In any case, I'm considering me as M102 since is a good example of a lenticular galaxy. These look like spirals but have little dust and no defined arms, just a highly oval shape as if they were a barred spiral without the arms. Though most barred spirals have a dust lane down each arm and lenticular galaxies rarely do. M102 appears to be an exception. We are seeing M102 edge on as evidenced by the strong dust lane. Note that there appear to be two planes to the stars in the galaxy. This is easiest to see on the upper right where there's an orange star. Look closely and you see that star is in a dark V region with the galaxy's outer parts both above and below it (fainter below) but on the other side of the galaxy the upper part is in line with the faint lower part below the red star and the fainter lower part on the lower left is lined up with the brighter upper part on the right.

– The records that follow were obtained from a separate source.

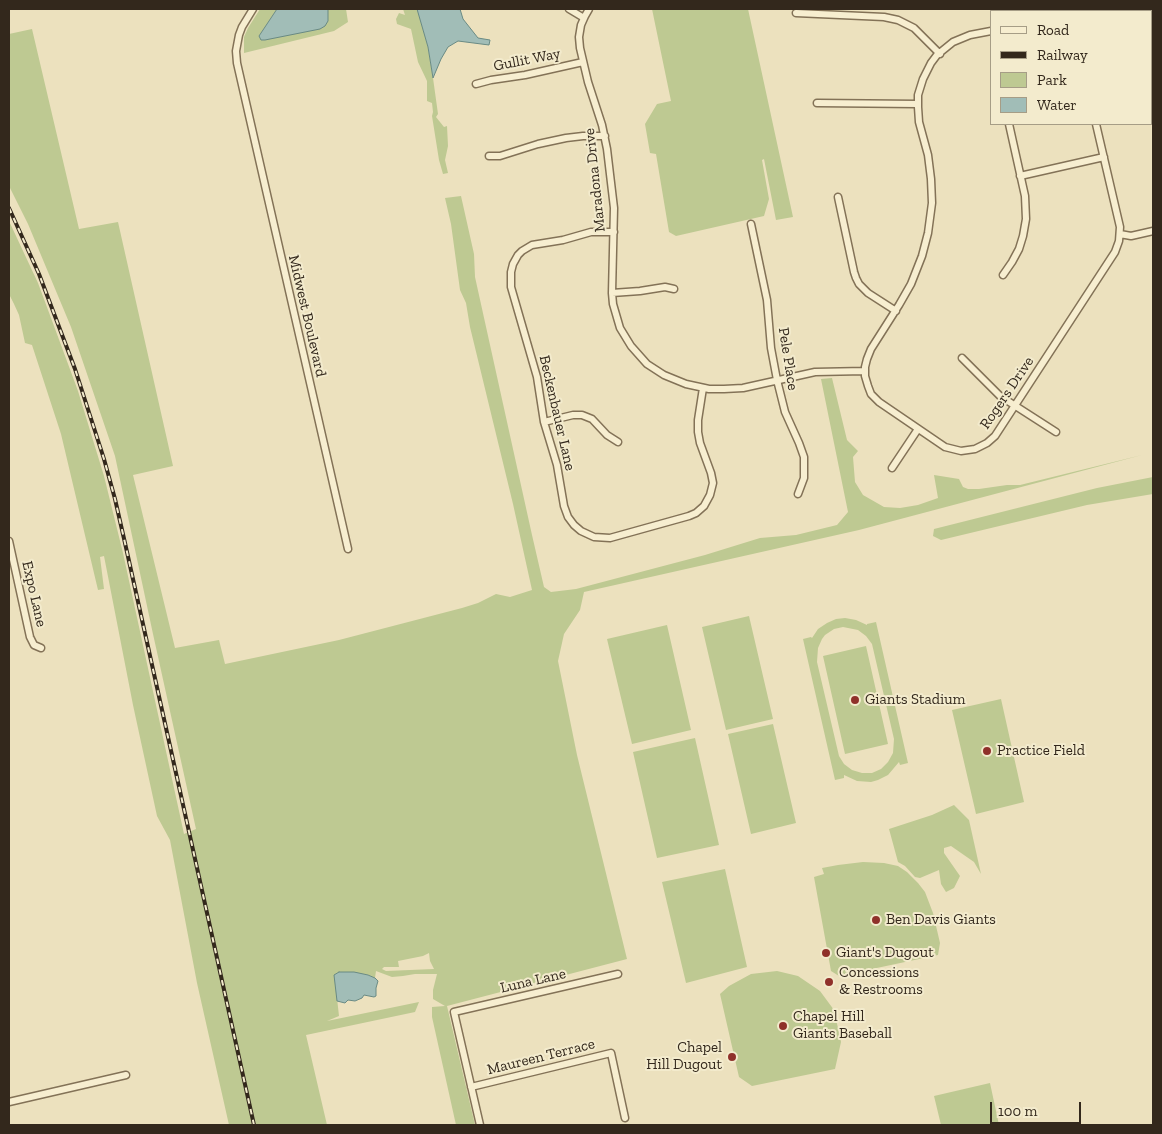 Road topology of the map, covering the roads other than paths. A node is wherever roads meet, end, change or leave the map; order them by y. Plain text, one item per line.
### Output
1 (253, 9) edge
2 (569, 9) edge
3 (589, 9) edge
4 (796, 13) dead end
5 (584, 18) junction
6 (990, 31) edge
7 (940, 54) junction
8 (583, 62) junction
9 (476, 84) dead end
10 (817, 103) dead end
11 (918, 104) junction
12 (1009, 125) edge
13 (1096, 125) edge
14 (605, 136) junction
15 (488, 156) dead end
16 (1104, 157) junction
17 (1020, 176) junction
18 (838, 197) dead end
19 (750, 224) dead end
20 (1153, 231) edge
21 (614, 232) junction
22 (1120, 234) junction
23 (1003, 276) dead end
24 (674, 289) dead end
25 (612, 293) junction
26 (896, 311) junction
27 (962, 358) dead end
28 (865, 371) junction
29 (777, 380) junction
30 (704, 388) junction
31 (1015, 406) junction
32 (544, 422) junction
33 (918, 429) junction
34 (1056, 432) dead end
35 (618, 442) dead end
36 (892, 468) dead end
37 (798, 494) dead end
38 (9, 543) edge
39 (348, 549) dead end
40 (41, 648) dead end
41 (618, 974) dead end
42 (126, 1075) dead end
43 (471, 1087) junction
44 (9, 1102) edge
45 (625, 1118) dead end
46 (480, 1125) edge

1 - 39 street, Midwest Boulevard
2 - 5 street
3 - 5 street, Maradona Drive
4 - 7 street
5 - 8 street, Maradona Drive
6 - 7 street
7 - 11 street
8 - 9 street, Gullit Way
8 - 14 street, Maradona Drive
10 - 11 street
11 - 26 street
12 - 17 street
13 - 16 street
14 - 15 street
14 - 21 street, Maradona Drive
16 - 17 street
16 - 22 street
17 - 23 street
18 - 26 street
19 - 29 street, Pele Place
20 - 22 street
21 - 25 street, Maradona Drive
21 - 32 street, Beckenbauer Lane
22 - 31 street, Rogers Drive
24 - 25 street
25 - 30 street, Maradona Drive
26 - 28 street
27 - 31 street
28 - 29 street, Maradona Drive
28 - 33 street, Rogers Drive
29 - 30 street, Maradona Drive
29 - 37 street, Pele Place
30 - 32 street, Beckenbauer Lane
31 - 33 street, Rogers Drive
31 - 34 street
32 - 35 street
33 - 36 street
38 - 40 street, Expo Lane
41 - 43 street, Luna Lane
42 - 44 street
43 - 45 street, Maureen Terrace
43 - 46 street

The dust lane is aligned with neither nor is it aligned with the bright disk it attempts to bisect being lower on the right and higher on the left. This galaxy has had to have interacted with something to have all these different planes to it. Yet this hasn't had much study. Hubble did image the dust lane in high detail. See:
http://hubblesite.org/newscenter/archive/releases/2006/24/image/
The orange star is out of the field at the top. If you have broadband download then view the super large view, it is well worth the time.

M102/NGC 5866 is not in the Virgo Cluster. It is in Draco and is about 45 million light-years away. It is part of the NGC 5866 group of galaxies, a much much smaller group than the Virgo Cluster.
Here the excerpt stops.